▶ _WORK REQUEST_:
Scan the material for "Avolencia". Copy every line it appears in.

▶ _RECORDS SHOWN_:
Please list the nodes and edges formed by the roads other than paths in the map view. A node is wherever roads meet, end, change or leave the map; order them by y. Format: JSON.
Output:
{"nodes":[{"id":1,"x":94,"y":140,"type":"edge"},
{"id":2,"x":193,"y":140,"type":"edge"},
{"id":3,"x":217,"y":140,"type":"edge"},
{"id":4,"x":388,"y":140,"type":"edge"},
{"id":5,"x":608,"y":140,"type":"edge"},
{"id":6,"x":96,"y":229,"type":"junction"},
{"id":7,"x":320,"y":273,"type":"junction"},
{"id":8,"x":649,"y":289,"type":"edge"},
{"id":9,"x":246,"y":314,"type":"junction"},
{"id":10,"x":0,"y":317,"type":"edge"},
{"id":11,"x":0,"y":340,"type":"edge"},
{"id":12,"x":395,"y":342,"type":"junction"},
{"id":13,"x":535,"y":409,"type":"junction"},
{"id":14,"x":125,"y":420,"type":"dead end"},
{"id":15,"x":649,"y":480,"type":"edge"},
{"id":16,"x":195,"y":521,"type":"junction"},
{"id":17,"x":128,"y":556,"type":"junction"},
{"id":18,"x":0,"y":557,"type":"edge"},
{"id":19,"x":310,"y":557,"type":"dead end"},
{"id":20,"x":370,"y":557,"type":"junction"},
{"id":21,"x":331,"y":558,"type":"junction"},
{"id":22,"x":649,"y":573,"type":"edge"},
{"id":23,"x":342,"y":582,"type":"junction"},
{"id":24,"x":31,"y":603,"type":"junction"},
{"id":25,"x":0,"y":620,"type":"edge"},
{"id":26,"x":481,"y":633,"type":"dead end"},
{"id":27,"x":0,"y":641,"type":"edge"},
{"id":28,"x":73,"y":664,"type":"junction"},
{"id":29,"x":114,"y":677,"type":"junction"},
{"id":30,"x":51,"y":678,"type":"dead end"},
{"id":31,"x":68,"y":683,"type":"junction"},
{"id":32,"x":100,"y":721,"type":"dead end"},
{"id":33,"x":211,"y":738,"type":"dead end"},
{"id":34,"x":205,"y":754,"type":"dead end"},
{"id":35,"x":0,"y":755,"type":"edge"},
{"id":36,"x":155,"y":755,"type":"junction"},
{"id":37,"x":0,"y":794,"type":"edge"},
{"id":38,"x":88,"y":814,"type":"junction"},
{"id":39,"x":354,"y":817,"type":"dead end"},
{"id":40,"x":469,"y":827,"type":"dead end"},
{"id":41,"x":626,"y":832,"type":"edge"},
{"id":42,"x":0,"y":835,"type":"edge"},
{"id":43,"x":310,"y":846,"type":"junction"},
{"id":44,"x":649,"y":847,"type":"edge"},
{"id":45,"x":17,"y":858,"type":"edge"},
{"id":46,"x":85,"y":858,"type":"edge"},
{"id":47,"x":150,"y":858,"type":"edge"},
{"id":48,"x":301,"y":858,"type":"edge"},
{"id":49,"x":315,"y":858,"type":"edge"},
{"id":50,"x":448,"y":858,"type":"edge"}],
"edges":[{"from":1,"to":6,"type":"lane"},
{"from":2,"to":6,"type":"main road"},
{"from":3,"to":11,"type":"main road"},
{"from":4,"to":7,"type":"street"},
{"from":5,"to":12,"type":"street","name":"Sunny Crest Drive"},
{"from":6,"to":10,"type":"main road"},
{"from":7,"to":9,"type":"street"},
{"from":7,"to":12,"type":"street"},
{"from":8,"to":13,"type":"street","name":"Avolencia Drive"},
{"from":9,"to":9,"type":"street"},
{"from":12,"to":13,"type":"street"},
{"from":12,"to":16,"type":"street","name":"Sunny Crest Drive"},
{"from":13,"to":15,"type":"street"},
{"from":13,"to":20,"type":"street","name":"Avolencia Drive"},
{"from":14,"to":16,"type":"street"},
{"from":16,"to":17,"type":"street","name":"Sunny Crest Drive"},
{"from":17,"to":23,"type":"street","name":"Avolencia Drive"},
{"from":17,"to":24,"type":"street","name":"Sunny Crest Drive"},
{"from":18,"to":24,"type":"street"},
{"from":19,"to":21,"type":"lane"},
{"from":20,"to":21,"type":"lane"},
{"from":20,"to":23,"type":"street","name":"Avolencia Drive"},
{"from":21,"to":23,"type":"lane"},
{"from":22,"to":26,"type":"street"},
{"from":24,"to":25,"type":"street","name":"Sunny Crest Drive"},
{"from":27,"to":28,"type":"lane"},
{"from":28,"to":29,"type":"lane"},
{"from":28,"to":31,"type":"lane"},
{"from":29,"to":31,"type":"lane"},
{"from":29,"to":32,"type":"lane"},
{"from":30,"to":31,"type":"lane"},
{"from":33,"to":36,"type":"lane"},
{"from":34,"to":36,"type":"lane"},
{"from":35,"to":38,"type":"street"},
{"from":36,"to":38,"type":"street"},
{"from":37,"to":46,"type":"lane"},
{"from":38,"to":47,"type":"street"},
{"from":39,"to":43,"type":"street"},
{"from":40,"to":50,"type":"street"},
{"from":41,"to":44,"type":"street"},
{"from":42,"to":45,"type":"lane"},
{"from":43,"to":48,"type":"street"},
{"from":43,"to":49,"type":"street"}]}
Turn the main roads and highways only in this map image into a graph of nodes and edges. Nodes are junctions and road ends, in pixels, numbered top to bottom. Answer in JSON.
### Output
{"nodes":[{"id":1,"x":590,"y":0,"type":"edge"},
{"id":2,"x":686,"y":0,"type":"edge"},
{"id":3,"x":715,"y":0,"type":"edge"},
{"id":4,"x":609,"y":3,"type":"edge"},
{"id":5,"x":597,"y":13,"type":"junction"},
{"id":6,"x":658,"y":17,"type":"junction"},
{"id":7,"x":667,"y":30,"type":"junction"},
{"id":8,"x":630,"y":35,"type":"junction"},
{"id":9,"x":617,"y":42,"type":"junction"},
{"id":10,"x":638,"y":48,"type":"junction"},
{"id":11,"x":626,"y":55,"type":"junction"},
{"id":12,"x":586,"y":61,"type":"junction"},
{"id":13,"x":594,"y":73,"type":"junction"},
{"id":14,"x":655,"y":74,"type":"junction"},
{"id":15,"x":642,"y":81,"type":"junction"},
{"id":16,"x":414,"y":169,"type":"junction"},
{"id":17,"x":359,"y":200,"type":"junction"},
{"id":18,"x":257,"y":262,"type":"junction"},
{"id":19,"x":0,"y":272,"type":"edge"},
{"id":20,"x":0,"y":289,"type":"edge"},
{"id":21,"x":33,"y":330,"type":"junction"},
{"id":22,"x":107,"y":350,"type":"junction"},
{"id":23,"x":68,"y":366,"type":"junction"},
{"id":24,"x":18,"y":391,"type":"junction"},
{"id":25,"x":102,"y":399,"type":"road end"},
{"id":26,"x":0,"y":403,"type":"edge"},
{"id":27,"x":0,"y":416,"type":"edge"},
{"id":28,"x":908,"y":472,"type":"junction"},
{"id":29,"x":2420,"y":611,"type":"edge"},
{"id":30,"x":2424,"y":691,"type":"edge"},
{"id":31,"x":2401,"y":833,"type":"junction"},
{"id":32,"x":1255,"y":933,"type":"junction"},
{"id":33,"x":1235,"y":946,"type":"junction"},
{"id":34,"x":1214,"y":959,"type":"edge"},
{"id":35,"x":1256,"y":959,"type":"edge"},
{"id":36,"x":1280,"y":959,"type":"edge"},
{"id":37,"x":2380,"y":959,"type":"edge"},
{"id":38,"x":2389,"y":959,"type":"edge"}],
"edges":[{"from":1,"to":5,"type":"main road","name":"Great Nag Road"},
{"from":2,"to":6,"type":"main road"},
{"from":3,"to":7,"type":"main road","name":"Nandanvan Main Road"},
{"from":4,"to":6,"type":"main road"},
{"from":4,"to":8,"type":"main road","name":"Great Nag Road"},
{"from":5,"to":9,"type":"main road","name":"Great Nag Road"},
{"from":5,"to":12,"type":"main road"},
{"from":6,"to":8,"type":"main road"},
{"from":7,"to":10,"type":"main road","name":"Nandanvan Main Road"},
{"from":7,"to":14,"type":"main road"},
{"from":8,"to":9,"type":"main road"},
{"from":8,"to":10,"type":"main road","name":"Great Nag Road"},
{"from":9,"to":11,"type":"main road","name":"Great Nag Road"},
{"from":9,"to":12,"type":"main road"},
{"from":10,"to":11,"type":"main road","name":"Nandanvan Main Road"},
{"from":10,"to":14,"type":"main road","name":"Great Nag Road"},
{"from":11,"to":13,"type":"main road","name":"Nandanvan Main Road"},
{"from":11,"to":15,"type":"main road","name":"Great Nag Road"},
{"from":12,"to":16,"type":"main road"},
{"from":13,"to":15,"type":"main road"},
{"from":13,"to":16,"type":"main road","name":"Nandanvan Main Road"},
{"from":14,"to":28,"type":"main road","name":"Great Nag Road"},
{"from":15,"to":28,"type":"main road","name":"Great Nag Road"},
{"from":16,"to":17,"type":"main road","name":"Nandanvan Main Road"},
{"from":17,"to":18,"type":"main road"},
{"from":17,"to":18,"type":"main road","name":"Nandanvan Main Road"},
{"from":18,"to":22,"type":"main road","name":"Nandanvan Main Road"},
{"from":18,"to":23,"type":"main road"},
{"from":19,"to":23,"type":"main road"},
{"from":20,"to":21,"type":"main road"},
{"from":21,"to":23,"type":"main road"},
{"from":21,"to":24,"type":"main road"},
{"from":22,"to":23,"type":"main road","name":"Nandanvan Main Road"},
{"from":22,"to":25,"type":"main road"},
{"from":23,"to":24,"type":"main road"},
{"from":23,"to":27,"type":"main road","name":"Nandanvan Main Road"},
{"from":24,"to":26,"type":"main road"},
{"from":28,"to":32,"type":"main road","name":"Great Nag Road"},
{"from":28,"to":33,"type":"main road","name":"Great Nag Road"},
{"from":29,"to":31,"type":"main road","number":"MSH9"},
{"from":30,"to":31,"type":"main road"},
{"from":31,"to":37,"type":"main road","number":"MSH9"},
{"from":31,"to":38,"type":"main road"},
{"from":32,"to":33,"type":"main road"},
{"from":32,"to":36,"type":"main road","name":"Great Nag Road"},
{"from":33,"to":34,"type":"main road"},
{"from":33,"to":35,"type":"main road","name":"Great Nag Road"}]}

▶ _REPLY TO THE TASK_:
{"from":8,"to":13,"type":"street","name":"Avolencia Drive"},
{"from":13,"to":20,"type":"street","name":"Avolencia Drive"},
{"from":17,"to":23,"type":"street","name":"Avolencia Drive"},
{"from":20,"to":23,"type":"street","name":"Avolencia Drive"},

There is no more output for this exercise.